Review 130: The Wave

The Wave by Susan Casey

Okay, I want you to do something for me. Close your eyes.

Wait. No, that won’t work. Open your eyes again.

Eyes open? Good. Now imagine you’ve closed your eyes, but don’t actually close them because that will rather impair your ability to read this review.

So, you’re imagining that your eyes are closed. Now imagine you’re on a cruise ship. It’s a lovely place – blue water, blue skies, the faint scent of salt in the air, the waves lapping up against the hull of the boat in a soothing rhythm. It’s a perfect way to spend a vacation.

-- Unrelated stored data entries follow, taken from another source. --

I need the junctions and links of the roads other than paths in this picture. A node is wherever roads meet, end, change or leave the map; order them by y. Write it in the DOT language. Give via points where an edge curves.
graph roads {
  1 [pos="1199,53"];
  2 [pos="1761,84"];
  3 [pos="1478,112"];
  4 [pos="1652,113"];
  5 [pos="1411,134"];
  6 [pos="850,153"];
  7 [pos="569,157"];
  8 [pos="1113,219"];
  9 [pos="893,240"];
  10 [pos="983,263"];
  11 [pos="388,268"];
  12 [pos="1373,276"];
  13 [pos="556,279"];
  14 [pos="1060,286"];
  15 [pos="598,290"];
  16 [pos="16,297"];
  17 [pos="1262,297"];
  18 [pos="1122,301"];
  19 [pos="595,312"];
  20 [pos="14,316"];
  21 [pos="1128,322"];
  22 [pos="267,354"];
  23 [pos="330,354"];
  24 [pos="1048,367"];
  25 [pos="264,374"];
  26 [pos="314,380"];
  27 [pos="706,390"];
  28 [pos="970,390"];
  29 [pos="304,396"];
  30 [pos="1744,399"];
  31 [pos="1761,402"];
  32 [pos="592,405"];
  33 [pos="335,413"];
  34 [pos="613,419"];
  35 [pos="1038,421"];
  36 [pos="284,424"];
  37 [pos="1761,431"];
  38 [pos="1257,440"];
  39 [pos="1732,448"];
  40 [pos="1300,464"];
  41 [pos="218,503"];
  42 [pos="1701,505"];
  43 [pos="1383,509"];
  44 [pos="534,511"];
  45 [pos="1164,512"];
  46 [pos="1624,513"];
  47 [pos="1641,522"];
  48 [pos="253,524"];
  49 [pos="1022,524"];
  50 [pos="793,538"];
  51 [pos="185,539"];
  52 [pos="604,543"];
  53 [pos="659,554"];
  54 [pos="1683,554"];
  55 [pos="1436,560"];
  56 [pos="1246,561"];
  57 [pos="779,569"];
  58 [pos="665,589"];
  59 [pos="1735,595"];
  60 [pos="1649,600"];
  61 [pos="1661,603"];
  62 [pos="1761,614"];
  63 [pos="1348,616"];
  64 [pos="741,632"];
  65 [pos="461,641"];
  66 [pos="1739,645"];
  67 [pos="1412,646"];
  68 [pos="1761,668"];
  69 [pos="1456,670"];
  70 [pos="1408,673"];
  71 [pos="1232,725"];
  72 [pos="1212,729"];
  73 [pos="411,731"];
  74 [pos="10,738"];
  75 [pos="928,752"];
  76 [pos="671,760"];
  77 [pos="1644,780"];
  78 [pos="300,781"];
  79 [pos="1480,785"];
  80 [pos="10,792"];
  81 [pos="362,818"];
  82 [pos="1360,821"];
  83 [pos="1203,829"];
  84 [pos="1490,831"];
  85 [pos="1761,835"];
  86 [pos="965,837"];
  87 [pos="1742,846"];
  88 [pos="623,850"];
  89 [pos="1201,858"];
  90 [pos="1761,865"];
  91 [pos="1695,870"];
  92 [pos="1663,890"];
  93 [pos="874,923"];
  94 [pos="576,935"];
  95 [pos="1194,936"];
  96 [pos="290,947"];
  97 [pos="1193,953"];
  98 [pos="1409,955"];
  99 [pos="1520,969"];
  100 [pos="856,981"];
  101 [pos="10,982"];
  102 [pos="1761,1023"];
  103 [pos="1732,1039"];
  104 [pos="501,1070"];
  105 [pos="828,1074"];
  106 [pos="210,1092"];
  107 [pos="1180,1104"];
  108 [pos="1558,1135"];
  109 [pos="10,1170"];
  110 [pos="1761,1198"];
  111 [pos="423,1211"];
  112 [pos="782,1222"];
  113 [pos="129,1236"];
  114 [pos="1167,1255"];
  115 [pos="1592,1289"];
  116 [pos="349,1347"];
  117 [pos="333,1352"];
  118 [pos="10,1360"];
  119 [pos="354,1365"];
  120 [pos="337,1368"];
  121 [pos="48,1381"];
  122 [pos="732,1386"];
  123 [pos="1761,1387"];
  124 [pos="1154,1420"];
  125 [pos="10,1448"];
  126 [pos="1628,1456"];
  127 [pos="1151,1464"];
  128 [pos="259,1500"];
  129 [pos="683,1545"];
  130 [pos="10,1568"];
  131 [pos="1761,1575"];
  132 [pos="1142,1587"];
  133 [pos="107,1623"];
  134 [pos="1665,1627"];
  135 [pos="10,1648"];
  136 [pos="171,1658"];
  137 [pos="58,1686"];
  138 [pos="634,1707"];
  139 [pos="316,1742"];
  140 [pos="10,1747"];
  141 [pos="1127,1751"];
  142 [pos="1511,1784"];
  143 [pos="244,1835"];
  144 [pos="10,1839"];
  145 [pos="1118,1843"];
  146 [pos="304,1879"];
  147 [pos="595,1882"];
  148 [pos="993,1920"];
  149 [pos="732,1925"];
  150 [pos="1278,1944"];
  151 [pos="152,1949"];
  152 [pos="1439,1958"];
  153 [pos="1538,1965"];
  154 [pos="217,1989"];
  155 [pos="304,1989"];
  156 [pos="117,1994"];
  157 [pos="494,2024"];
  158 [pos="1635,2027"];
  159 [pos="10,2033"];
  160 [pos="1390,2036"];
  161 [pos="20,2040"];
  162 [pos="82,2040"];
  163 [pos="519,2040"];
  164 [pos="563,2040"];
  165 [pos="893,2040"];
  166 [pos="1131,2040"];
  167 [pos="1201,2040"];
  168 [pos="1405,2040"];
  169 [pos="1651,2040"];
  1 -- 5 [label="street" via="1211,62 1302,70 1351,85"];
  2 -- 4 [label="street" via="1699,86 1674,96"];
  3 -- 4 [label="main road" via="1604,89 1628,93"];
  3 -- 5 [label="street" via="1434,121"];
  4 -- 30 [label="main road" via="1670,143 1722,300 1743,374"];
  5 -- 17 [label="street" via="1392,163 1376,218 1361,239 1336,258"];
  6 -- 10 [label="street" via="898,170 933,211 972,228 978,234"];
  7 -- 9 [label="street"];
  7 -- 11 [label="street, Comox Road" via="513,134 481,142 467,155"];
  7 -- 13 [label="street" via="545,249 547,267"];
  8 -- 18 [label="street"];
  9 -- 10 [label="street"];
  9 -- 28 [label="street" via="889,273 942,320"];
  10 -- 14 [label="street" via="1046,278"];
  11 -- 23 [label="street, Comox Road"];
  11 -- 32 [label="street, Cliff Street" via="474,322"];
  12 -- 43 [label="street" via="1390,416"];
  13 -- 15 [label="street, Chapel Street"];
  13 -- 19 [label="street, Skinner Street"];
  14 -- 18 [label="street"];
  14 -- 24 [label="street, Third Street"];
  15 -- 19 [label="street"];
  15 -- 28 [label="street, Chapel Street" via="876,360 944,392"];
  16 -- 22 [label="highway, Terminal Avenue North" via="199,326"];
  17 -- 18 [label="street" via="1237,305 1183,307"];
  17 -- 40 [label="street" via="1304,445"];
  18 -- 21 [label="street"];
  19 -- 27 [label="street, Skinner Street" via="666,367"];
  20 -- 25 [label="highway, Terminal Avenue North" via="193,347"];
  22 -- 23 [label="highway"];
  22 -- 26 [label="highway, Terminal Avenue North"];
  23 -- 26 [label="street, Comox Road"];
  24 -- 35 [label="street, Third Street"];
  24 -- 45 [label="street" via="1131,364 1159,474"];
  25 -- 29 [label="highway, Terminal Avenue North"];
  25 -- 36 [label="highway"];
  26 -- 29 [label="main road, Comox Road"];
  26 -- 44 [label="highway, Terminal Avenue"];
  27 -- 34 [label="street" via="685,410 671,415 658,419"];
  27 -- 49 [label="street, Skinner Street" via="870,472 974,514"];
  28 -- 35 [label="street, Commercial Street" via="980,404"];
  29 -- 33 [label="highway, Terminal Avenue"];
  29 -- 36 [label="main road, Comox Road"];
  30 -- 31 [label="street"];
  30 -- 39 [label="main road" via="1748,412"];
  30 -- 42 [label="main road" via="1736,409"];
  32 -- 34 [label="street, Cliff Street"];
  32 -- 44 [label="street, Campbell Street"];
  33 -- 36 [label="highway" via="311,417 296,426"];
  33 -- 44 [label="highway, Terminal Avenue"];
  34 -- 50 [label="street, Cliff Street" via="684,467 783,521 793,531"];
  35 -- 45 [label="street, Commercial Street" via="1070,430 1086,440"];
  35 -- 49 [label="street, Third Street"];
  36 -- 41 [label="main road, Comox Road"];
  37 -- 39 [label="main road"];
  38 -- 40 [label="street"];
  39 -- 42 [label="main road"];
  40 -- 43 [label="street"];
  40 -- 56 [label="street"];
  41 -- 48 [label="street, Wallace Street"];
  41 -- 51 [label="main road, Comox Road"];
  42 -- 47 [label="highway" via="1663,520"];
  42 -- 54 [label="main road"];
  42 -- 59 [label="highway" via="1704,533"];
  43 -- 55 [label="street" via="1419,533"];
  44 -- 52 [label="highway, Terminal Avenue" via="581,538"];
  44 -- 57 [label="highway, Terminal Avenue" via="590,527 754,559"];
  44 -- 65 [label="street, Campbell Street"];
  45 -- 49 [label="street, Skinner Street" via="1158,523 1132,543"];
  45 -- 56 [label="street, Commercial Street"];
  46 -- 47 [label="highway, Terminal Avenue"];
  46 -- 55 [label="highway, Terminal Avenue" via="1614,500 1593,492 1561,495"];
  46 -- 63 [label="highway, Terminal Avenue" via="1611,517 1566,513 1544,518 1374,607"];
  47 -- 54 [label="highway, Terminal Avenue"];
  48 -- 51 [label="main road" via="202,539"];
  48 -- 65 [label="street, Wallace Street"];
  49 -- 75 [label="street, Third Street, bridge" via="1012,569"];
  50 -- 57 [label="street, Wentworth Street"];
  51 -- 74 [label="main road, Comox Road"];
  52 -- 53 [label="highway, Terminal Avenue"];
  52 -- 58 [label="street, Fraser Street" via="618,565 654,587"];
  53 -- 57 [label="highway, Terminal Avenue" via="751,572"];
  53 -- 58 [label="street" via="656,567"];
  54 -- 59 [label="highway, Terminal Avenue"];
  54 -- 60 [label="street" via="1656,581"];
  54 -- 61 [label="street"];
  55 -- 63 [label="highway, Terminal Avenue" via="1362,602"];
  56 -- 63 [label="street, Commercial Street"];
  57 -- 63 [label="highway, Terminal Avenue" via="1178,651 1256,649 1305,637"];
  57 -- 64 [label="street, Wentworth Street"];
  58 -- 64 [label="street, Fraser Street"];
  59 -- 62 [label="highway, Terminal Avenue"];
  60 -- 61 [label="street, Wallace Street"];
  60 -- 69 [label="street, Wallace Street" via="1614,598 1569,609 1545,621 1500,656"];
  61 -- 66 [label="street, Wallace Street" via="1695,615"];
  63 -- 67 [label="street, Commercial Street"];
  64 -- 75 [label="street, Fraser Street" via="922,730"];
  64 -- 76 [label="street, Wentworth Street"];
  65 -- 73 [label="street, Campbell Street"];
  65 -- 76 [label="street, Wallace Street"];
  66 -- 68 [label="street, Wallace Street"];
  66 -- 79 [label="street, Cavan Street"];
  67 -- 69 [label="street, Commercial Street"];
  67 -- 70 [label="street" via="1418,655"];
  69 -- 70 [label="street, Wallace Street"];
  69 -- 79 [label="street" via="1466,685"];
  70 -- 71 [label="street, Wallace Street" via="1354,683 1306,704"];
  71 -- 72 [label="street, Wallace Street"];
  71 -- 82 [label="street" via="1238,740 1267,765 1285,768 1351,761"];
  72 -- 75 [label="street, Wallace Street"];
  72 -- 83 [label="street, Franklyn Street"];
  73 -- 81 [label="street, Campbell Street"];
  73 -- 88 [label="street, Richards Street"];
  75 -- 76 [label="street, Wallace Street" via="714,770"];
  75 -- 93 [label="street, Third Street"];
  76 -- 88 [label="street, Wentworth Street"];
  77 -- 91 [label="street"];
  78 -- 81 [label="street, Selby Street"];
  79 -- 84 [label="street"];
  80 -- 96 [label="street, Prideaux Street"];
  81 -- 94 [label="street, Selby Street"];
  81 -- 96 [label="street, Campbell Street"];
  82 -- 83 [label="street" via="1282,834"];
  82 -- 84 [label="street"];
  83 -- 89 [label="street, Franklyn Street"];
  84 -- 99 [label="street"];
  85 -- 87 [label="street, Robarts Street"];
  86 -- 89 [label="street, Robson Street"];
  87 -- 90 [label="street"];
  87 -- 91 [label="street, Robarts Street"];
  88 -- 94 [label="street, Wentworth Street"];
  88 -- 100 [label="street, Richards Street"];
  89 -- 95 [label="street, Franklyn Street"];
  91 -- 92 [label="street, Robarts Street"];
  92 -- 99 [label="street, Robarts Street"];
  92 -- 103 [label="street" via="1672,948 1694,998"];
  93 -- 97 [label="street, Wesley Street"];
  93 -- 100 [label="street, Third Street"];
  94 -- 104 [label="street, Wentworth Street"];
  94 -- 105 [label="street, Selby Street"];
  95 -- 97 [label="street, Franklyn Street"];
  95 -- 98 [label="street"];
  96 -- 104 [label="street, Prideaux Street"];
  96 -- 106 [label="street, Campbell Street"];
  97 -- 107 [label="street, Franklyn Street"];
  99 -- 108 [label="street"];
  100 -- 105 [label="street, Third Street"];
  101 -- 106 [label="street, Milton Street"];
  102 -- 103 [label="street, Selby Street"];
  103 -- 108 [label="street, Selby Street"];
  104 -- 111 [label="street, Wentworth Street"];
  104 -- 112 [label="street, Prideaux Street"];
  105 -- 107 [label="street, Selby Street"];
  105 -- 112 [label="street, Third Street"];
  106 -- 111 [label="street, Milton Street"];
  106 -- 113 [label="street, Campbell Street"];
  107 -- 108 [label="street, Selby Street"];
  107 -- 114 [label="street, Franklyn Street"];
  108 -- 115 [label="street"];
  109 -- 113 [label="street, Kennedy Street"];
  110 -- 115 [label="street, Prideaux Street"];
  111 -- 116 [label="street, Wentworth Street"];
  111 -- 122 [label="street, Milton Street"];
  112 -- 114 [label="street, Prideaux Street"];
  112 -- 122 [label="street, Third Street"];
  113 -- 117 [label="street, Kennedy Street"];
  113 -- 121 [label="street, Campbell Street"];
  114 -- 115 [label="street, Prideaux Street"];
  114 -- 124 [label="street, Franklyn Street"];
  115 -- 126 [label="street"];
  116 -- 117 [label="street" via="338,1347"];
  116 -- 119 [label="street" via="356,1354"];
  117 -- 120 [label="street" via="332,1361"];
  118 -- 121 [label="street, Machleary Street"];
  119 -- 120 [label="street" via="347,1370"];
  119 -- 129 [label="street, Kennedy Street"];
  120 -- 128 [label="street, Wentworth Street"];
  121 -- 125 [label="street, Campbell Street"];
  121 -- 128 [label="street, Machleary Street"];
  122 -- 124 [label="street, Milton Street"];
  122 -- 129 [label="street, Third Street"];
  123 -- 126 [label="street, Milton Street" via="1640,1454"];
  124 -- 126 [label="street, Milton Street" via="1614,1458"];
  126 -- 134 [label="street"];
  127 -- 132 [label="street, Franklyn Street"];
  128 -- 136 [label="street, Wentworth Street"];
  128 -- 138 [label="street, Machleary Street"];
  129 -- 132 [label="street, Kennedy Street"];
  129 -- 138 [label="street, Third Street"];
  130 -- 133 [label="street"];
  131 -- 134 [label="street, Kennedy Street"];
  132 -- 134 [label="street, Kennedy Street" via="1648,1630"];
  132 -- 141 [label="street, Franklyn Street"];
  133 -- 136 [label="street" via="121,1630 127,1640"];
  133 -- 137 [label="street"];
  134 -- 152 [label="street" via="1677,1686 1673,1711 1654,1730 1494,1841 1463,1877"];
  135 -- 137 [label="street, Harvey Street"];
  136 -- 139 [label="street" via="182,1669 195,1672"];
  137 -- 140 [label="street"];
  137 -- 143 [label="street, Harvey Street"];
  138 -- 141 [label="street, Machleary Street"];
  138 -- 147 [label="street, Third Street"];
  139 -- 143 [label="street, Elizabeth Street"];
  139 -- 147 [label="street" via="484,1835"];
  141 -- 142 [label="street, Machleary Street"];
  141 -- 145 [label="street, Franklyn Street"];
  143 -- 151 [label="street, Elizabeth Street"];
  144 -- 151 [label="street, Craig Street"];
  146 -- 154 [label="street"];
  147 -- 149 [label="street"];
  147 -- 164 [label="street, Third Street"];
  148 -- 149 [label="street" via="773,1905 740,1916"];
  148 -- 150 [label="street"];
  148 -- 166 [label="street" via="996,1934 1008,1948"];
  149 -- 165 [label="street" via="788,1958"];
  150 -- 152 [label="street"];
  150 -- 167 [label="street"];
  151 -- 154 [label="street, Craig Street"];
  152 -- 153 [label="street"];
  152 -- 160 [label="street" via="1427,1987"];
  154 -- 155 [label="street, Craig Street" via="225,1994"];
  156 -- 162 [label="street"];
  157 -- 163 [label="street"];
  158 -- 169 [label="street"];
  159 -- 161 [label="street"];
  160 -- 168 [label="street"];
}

You get a daiquiri and lean on the railing, looking out towards the horizon. This is nice, you think. Just what I –

Wait. What is that?

You shield your eyes from the sun to get a better look and see what looks for all the world like a shadow on the horizon, stretching long and with flecks of light shimmering off its top. As it gets closer, it gets bigger, and you can feel the boat drop under your feet. The water gets higher and higher, and you know this can’t possibly be happening because for the wave to be that high, it would have to be at least sixty or seventy feet. In thirty-five foot waters.

Hokusai wasn't kidding around....

A shadow is cast over the boat as the wave crests above you, and the last thing you think before the top comes down, shattering the cruise ship like it was made of so much balsa wood, is, “I wonder what it would be like to surf that….”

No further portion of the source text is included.